Per le analisi del DNA mitocondriale, sono stati campionati 76 esemplari di C.caretta presenti al Centro di Recupero Tartarughe Marine di Linosa, in gran parte derivanti da catture accidentali da parte di pescatori le cui reti hanno catturato l’animale durante il suo soggiorno in zona bentonica. La loro taglia è sempre entro i 70 cm proprio perchè esemplari di maggiori dimensioni, sono più difficoltosi da recuperare e trasportare.

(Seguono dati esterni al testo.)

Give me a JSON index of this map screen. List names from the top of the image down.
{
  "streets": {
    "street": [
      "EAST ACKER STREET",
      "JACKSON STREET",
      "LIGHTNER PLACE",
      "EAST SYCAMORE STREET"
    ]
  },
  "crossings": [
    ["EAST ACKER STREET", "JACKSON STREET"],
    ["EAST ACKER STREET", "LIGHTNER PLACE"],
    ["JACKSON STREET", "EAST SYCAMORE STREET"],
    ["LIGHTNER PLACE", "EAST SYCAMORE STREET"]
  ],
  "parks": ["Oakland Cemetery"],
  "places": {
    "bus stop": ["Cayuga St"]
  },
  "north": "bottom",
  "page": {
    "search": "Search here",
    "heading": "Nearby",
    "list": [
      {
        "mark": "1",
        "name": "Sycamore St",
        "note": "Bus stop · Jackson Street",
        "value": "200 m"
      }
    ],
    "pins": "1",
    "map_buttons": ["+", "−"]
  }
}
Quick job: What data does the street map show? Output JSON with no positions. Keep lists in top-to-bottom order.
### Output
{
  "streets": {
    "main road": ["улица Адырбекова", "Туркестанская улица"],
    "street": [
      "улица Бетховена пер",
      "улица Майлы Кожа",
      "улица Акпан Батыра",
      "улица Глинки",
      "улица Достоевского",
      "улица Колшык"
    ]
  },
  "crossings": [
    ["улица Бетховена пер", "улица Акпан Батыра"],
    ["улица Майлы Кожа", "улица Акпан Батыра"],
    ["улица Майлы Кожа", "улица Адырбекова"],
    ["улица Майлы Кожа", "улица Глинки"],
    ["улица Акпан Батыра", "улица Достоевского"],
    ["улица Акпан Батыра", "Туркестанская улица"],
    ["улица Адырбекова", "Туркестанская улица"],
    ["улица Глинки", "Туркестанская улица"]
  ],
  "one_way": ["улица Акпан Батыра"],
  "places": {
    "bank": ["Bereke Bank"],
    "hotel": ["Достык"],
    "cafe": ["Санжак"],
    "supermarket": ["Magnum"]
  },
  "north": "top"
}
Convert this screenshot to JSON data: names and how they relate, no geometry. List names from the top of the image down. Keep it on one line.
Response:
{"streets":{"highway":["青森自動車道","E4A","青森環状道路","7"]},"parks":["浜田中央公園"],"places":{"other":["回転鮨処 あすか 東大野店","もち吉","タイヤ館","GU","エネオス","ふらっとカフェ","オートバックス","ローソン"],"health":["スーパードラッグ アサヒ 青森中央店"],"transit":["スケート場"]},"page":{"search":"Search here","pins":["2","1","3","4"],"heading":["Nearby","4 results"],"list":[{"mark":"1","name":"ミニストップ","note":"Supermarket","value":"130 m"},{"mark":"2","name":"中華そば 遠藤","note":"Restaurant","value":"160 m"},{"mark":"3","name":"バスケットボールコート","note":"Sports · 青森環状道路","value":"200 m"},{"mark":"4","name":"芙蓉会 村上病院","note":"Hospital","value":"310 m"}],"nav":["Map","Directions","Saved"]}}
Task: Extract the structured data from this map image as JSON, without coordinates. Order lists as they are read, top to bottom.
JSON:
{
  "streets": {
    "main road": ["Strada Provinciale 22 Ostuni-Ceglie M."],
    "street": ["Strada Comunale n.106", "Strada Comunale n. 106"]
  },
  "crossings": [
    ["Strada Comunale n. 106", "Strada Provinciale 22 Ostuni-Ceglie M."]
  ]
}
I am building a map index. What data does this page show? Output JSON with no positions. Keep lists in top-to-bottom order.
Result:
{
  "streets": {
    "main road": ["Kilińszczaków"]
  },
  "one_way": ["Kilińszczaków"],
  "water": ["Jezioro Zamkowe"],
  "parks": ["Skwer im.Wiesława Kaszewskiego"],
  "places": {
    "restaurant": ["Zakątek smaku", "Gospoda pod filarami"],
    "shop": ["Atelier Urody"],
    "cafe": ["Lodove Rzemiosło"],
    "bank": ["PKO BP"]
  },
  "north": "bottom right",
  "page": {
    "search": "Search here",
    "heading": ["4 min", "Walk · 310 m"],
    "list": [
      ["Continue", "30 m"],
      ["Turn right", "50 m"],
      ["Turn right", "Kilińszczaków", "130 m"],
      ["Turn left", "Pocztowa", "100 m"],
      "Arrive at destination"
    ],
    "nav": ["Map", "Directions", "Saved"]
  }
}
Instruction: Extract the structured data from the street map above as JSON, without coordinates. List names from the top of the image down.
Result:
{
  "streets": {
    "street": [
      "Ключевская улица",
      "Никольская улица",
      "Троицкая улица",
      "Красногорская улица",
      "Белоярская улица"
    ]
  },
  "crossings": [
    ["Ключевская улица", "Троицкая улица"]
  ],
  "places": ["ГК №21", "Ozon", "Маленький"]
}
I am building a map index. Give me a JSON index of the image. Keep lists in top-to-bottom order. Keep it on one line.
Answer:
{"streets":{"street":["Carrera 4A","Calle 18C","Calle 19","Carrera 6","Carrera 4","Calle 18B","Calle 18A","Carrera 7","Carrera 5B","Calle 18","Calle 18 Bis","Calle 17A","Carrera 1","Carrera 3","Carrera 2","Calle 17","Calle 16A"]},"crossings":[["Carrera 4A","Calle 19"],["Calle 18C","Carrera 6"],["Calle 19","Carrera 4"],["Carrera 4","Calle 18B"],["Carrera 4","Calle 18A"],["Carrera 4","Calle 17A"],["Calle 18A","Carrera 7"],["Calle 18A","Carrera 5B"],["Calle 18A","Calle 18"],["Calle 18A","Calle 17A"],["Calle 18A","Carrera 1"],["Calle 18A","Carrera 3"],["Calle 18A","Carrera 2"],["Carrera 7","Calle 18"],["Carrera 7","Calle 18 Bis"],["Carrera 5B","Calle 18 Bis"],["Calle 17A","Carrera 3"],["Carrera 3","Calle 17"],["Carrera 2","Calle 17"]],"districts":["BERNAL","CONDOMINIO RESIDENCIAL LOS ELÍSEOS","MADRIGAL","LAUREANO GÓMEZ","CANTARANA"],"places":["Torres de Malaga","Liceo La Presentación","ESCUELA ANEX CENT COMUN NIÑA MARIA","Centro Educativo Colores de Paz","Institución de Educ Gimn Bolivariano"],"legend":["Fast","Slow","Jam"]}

La tipologia di campione è sia sangue che anticoagulante litioeparina (LH) prelevati prima della liberazione degli animali, tra Luglio 2004 e Ottobre 2007.

Il prelievo è stato effettuato con un ago cannula al centro dello spazio fra collo e arto anteriore. I campioni sono stati conservati in frigo tra 0° e 7 ° prima di essere traslocati al laboratorio di Biologia Molecolare di Sesto Fiorentino, dove si sono svolte le successive analisi.

Di alcuni campioni erano presenti due o tre provette, di altri, un unico saggio.

Tabella 2. Lista dei campioni analizzati, con data di campionatura e codice di riconoscimento dell'animale sul lato sinistro e destro.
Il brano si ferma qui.